------ Given data ------

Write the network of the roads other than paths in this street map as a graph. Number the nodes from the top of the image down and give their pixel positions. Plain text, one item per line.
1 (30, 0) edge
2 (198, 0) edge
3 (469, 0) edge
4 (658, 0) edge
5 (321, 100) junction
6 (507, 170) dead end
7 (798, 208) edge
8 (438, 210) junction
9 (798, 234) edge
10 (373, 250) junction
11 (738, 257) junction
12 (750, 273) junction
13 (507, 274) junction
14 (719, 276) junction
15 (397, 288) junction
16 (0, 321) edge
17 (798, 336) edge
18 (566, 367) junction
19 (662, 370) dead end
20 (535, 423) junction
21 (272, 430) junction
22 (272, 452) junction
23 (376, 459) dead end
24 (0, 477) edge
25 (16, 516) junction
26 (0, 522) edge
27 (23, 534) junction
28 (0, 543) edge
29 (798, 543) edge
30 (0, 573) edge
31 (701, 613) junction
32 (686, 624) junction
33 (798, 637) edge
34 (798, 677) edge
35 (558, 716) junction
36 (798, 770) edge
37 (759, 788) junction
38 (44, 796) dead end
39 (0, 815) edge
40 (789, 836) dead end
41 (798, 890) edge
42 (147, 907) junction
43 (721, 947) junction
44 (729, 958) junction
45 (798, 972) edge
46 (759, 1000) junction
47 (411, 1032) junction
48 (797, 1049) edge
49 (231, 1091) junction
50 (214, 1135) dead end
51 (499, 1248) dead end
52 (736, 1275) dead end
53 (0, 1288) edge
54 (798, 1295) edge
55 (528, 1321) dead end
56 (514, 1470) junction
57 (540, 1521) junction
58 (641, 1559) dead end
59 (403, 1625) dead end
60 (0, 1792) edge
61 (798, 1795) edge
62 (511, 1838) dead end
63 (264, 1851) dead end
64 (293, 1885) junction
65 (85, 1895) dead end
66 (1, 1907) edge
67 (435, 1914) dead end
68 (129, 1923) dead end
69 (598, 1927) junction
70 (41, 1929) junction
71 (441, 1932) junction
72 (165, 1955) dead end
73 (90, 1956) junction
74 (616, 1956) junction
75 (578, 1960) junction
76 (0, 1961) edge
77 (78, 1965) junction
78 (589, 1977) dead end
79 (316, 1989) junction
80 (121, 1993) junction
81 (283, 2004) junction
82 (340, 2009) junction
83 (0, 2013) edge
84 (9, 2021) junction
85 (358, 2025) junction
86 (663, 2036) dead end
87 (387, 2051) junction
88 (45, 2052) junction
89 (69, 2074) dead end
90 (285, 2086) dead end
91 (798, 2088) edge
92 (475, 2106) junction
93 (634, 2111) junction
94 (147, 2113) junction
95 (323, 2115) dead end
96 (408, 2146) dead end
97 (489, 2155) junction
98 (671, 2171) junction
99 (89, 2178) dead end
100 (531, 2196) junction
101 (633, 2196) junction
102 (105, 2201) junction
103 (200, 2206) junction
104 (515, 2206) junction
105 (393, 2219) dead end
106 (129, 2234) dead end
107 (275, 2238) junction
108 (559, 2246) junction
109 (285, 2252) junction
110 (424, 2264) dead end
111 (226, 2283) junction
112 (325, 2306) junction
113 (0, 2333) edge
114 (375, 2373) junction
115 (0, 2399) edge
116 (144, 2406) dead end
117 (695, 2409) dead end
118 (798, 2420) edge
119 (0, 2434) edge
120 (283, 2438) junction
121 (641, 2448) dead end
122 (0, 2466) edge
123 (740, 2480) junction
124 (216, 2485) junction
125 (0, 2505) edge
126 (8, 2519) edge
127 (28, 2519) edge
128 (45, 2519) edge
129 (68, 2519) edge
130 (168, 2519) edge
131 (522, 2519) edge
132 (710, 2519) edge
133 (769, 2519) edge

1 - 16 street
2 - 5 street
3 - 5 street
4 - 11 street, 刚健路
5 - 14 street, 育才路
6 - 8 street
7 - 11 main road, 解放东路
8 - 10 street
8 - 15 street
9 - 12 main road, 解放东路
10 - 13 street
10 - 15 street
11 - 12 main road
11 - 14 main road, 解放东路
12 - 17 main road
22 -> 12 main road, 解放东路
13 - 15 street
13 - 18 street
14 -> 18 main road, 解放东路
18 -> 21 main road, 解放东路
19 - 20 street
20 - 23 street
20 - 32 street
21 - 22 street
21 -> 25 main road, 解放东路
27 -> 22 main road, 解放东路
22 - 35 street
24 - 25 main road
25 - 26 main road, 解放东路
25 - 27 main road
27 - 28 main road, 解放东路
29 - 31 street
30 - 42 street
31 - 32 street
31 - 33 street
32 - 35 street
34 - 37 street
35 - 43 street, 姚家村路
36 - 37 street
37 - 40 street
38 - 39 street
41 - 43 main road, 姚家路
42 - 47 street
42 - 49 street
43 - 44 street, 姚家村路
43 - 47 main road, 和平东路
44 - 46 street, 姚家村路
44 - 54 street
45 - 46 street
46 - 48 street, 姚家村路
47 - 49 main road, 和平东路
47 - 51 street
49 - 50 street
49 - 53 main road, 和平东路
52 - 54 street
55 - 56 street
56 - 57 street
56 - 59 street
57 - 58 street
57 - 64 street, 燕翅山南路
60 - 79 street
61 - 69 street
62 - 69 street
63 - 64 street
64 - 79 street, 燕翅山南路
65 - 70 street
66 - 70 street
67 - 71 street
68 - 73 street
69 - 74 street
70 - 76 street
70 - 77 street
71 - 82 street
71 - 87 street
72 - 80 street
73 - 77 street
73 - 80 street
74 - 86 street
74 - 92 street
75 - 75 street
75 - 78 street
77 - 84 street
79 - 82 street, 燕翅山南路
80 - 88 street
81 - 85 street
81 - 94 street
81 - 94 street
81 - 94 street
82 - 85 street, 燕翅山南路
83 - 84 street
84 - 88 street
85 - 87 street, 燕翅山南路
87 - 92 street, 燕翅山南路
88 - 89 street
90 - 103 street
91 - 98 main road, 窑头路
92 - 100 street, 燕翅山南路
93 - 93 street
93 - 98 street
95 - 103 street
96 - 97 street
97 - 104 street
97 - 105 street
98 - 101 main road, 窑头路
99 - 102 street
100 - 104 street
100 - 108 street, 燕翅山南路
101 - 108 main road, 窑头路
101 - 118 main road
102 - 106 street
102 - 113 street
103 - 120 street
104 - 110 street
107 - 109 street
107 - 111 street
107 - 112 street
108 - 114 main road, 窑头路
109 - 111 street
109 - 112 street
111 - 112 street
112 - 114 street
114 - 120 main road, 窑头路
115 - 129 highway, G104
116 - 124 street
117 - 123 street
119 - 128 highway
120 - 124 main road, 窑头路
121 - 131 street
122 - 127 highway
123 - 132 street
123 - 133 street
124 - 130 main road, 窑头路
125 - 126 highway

------

# What needs to be done
Write out the records again, exactly as given.

# Response to the task
Write the network of the roads other than paths in this street map as a graph. Number the nodes from the top of the image down and give their pixel positions. Plain text, one item per line.
1 (30, 0) edge
2 (198, 0) edge
3 (469, 0) edge
4 (658, 0) edge
5 (321, 100) junction
6 (507, 170) dead end
7 (798, 208) edge
8 (438, 210) junction
9 (798, 234) edge
10 (373, 250) junction
11 (738, 257) junction
12 (750, 273) junction
13 (507, 274) junction
14 (719, 276) junction
15 (397, 288) junction
16 (0, 321) edge
17 (798, 336) edge
18 (566, 367) junction
19 (662, 370) dead end
20 (535, 423) junction
21 (272, 430) junction
22 (272, 452) junction
23 (376, 459) dead end
24 (0, 477) edge
25 (16, 516) junction
26 (0, 522) edge
27 (23, 534) junction
28 (0, 543) edge
29 (798, 543) edge
30 (0, 573) edge
31 (701, 613) junction
32 (686, 624) junction
33 (798, 637) edge
34 (798, 677) edge
35 (558, 716) junction
36 (798, 770) edge
37 (759, 788) junction
38 (44, 796) dead end
39 (0, 815) edge
40 (789, 836) dead end
41 (798, 890) edge
42 (147, 907) junction
43 (721, 947) junction
44 (729, 958) junction
45 (798, 972) edge
46 (759, 1000) junction
47 (411, 1032) junction
48 (797, 1049) edge
49 (231, 1091) junction
50 (214, 1135) dead end
51 (499, 1248) dead end
52 (736, 1275) dead end
53 (0, 1288) edge
54 (798, 1295) edge
55 (528, 1321) dead end
56 (514, 1470) junction
57 (540, 1521) junction
58 (641, 1559) dead end
59 (403, 1625) dead end
60 (0, 1792) edge
61 (798, 1795) edge
62 (511, 1838) dead end
63 (264, 1851) dead end
64 (293, 1885) junction
65 (85, 1895) dead end
66 (1, 1907) edge
67 (435, 1914) dead end
68 (129, 1923) dead end
69 (598, 1927) junction
70 (41, 1929) junction
71 (441, 1932) junction
72 (165, 1955) dead end
73 (90, 1956) junction
74 (616, 1956) junction
75 (578, 1960) junction
76 (0, 1961) edge
77 (78, 1965) junction
78 (589, 1977) dead end
79 (316, 1989) junction
80 (121, 1993) junction
81 (283, 2004) junction
82 (340, 2009) junction
83 (0, 2013) edge
84 (9, 2021) junction
85 (358, 2025) junction
86 (663, 2036) dead end
87 (387, 2051) junction
88 (45, 2052) junction
89 (69, 2074) dead end
90 (285, 2086) dead end
91 (798, 2088) edge
92 (475, 2106) junction
93 (634, 2111) junction
94 (147, 2113) junction
95 (323, 2115) dead end
96 (408, 2146) dead end
97 (489, 2155) junction
98 (671, 2171) junction
99 (89, 2178) dead end
100 (531, 2196) junction
101 (633, 2196) junction
102 (105, 2201) junction
103 (200, 2206) junction
104 (515, 2206) junction
105 (393, 2219) dead end
106 (129, 2234) dead end
107 (275, 2238) junction
108 (559, 2246) junction
109 (285, 2252) junction
110 (424, 2264) dead end
111 (226, 2283) junction
112 (325, 2306) junction
113 (0, 2333) edge
114 (375, 2373) junction
115 (0, 2399) edge
116 (144, 2406) dead end
117 (695, 2409) dead end
118 (798, 2420) edge
119 (0, 2434) edge
120 (283, 2438) junction
121 (641, 2448) dead end
122 (0, 2466) edge
123 (740, 2480) junction
124 (216, 2485) junction
125 (0, 2505) edge
126 (8, 2519) edge
127 (28, 2519) edge
128 (45, 2519) edge
129 (68, 2519) edge
130 (168, 2519) edge
131 (522, 2519) edge
132 (710, 2519) edge
133 (769, 2519) edge

1 - 16 street
2 - 5 street
3 - 5 street
4 - 11 street, 刚健路
5 - 14 street, 育才路
6 - 8 street
7 - 11 main road, 解放东路
8 - 10 street
8 - 15 street
9 - 12 main road, 解放东路
10 - 13 street
10 - 15 street
11 - 12 main road
11 - 14 main road, 解放东路
12 - 17 main road
22 -> 12 main road, 解放东路
13 - 15 street
13 - 18 street
14 -> 18 main road, 解放东路
18 -> 21 main road, 解放东路
19 - 20 street
20 - 23 street
20 - 32 street
21 - 22 street
21 -> 25 main road, 解放东路
27 -> 22 main road, 解放东路
22 - 35 street
24 - 25 main road
25 - 26 main road, 解放东路
25 - 27 main road
27 - 28 main road, 解放东路
29 - 31 street
30 - 42 street
31 - 32 street
31 - 33 street
32 - 35 street
34 - 37 street
35 - 43 street, 姚家村路
36 - 37 street
37 - 40 street
38 - 39 street
41 - 43 main road, 姚家路
42 - 47 street
42 - 49 street
43 - 44 street, 姚家村路
43 - 47 main road, 和平东路
44 - 46 street, 姚家村路
44 - 54 street
45 - 46 street
46 - 48 street, 姚家村路
47 - 49 main road, 和平东路
47 - 51 street
49 - 50 street
49 - 53 main road, 和平东路
52 - 54 street
55 - 56 street
56 - 57 street
56 - 59 street
57 - 58 street
57 - 64 street, 燕翅山南路
60 - 79 street
61 - 69 street
62 - 69 street
63 - 64 street
64 - 79 street, 燕翅山南路
65 - 70 street
66 - 70 street
67 - 71 street
68 - 73 street
69 - 74 street
70 - 76 street
70 - 77 street
71 - 82 street
71 - 87 street
72 - 80 street
73 - 77 street
73 - 80 street
74 - 86 street
74 - 92 street
75 - 75 street
75 - 78 street
77 - 84 street
79 - 82 street, 燕翅山南路
80 - 88 street
81 - 85 street
81 - 94 street
81 - 94 street
81 - 94 street
82 - 85 street, 燕翅山南路
83 - 84 street
84 - 88 street
85 - 87 street, 燕翅山南路
87 - 92 street, 燕翅山南路
88 - 89 street
90 - 103 street
91 - 98 main road, 窑头路
92 - 100 street, 燕翅山南路
93 - 93 street
93 - 98 street
95 - 103 street
96 - 97 street
97 - 104 street
97 - 105 street
98 - 101 main road, 窑头路
99 - 102 street
100 - 104 street
100 - 108 street, 燕翅山南路
101 - 108 main road, 窑头路
101 - 118 main road
102 - 106 street
102 - 113 street
103 - 120 street
104 - 110 street
107 - 109 street
107 - 111 street
107 - 112 street
108 - 114 main road, 窑头路
109 - 111 street
109 - 112 street
111 - 112 street
112 - 114 street
114 - 120 main road, 窑头路
115 - 129 highway, G104
116 - 124 street
117 - 123 street
119 - 128 highway
120 - 124 main road, 窑头路
121 - 131 street
122 - 127 highway
123 - 132 street
123 - 133 street
124 - 130 main road, 窑头路
125 - 126 highway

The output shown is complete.